The web server 120 provides the web page to the user 102-2 through
Internet and supplies the user 102-2 with a VoiceXML document at
the request of the voice gateway 110 for HTTP. The voice gateway
110 includes a Voice-XML browser 112, a speech
recognizer/synthesizer 114 and a script engine 116. The voice
gateway 110 submits an HTTP request to request the web server 120
to supply a voice web document at the request of the user 102-1.
When the voice gateway 110 receives the VoiceXML document, the
voice gateway 110 executes the VoiceXML document by means of the
VoiceXML browser 112 and transmits the voice to a user through the
PSTN 104 by using the speech recognizer/synthesizer 114.
[0007] The operation of such speech web service using telephone
network is as follows.
[0008] First, the user 102-1 connects to a voice gateway 110
through a wire or mobile communication terminal by using a
representative phone number. The voiceXML browser 112 of the voice
gateway 110 requests the web-server 120 to provide the VoiceXML
document. The web-server 120 transmits the corresponding VoiceXML
document to the voice gateway 110. The VoiceXML browser 112 of the
voice gateway 110 interprets and executes the received VoiceXML
document, and provides the user 102-1 with the speech output of the
executed VoiceXML document through the phone network 104.

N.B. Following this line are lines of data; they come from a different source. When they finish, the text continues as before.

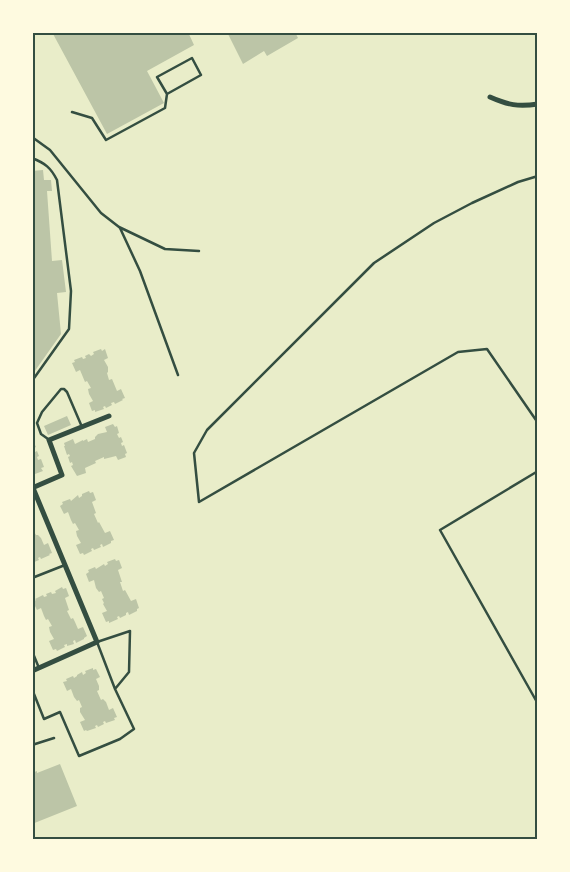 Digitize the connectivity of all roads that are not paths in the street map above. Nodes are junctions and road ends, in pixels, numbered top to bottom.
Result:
1 (167, 94) junction
2 (490, 97) dead end
3 (538, 104) edge
4 (72, 112) dead end
5 (32, 137) edge
6 (32, 158) edge
7 (538, 176) edge
8 (119, 227) junction
9 (199, 251) dead end
10 (178, 374) dead end
11 (32, 381) edge
12 (109, 416) dead end
13 (538, 423) edge
14 (82, 427) junction
15 (49, 440) junction
16 (538, 471) edge
17 (33, 488) edge
18 (65, 565) junction
19 (32, 578) edge
20 (97, 642) junction
21 (32, 651) edge
22 (40, 668) junction
23 (32, 671) edge
24 (32, 689) edge
25 (115, 689) junction
26 (538, 704) edge
27 (54, 738) dead end
28 (32, 745) edge

1 - 1 lane
1 - 4 lane
2 - 3 street
5 - 8 lane
6 - 11 lane
7 - 13 lane
8 - 9 lane
8 - 10 lane
12 - 14 street
14 - 15 street
14 - 15 lane
15 - 17 street
16 - 26 lane
17 - 18 street
18 - 19 lane
18 - 20 street
20 - 22 street
20 - 25 lane
20 - 25 lane
21 - 22 lane
22 - 23 street
24 - 25 lane
27 - 28 lane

[0009] In the meanwhile, if the user wants to use various
VoiceXML-based speech services provided in various applications
(for example, securities, credit cards, distribution, etc.) by
means of an Internet browser in a PDA, a smart phone or a personal
computer, a predetermined conversion is required. Here, since
"using a service by means of the Internet browser" means that an
interface as well as a voice in view of property of device,
variation of a user interface should be considered in conversion
process.
[0010] XHTML+Voice was suggested as a markup language to meet such
requirements. XHTML+Voice was proposed to develop a multimodal web
service in which XHTML-based web service and voiceXML (a subset of
VoiceXML 2.0)-based speech service are combined with each other.

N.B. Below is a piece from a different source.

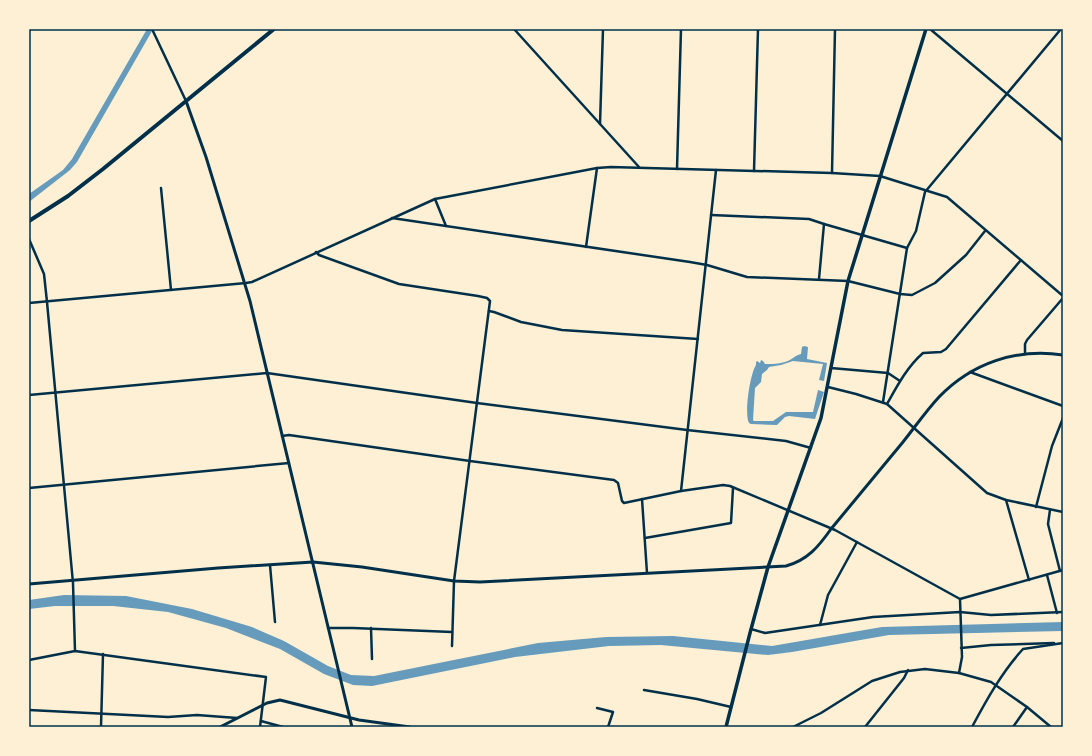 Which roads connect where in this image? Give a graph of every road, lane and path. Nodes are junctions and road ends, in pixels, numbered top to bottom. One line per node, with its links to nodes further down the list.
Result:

XHTML+Voice document composition is similar to the conventional
XHTML document composition and VoiceXML document composition but
the speech-relevant tags are executed in relation with XML event
and XHTML+Voice event. Accordingly, if a user wants to use the
currently provided VoiceXML-based speech service as a multimodal
service by means of an Internet browser of a PDA, a smart phone or
a personal computer, the process to convert the conventional
VoiceXML document into XHTML+Voice document is required.
SUMMARY OF THE INVENTION
[0011] Accordingly, the present invention is directed to a method
for converting a voiceXML document into an XHTML+voice document and
multimodal service using the same, which substantially obviates one
or more problems due to limitations and disadvantages of the
related art.
[0012] It is an object of the present invention to provide a method
for converting a voiceXML document into an XHTML+voice document by
using a predetermined conversion algorithm and a multimodal service
system using the same.
[0013] Additional advantages, objects, and features of the
invention will be set forth in part in the description which
follows and in part will become apparent to those having ordinary
skill in the art upon examination of the following or may be learnt
from practice of the invention. The objectives and other advantages
of the invention may be realized and attained by the structure
particularly pointed out in the written description and claims
hereof as well as the appended drawings.
[0014] To achieve these objects and other advantages and in
accordance with the purpose of the invention, as embodied and
broadly described herein, there is provided a method for converting
a Voice VoiceXML tree generated after parsing a VoiceXML document
into an XHTML+Voice tree, including the steps of: (a) scanning the
VoiceXML tree from an upper tag to a lower tag with initializing
the XHTML+Voice tree; (b) checking a tag, and if the tag is
<menu>, converting the tag <menu> into a tag <a>
of the XHTML; (c) checking the tag, and if the tag is
<grammar>, converting the tag <grammar> into a tag
<input type=radio> of the XHTML; and (d) checking the tag,
and if the tag is <form>, adding the tag <form> of
XHTML to the XHTML tree and processing the tag <form>.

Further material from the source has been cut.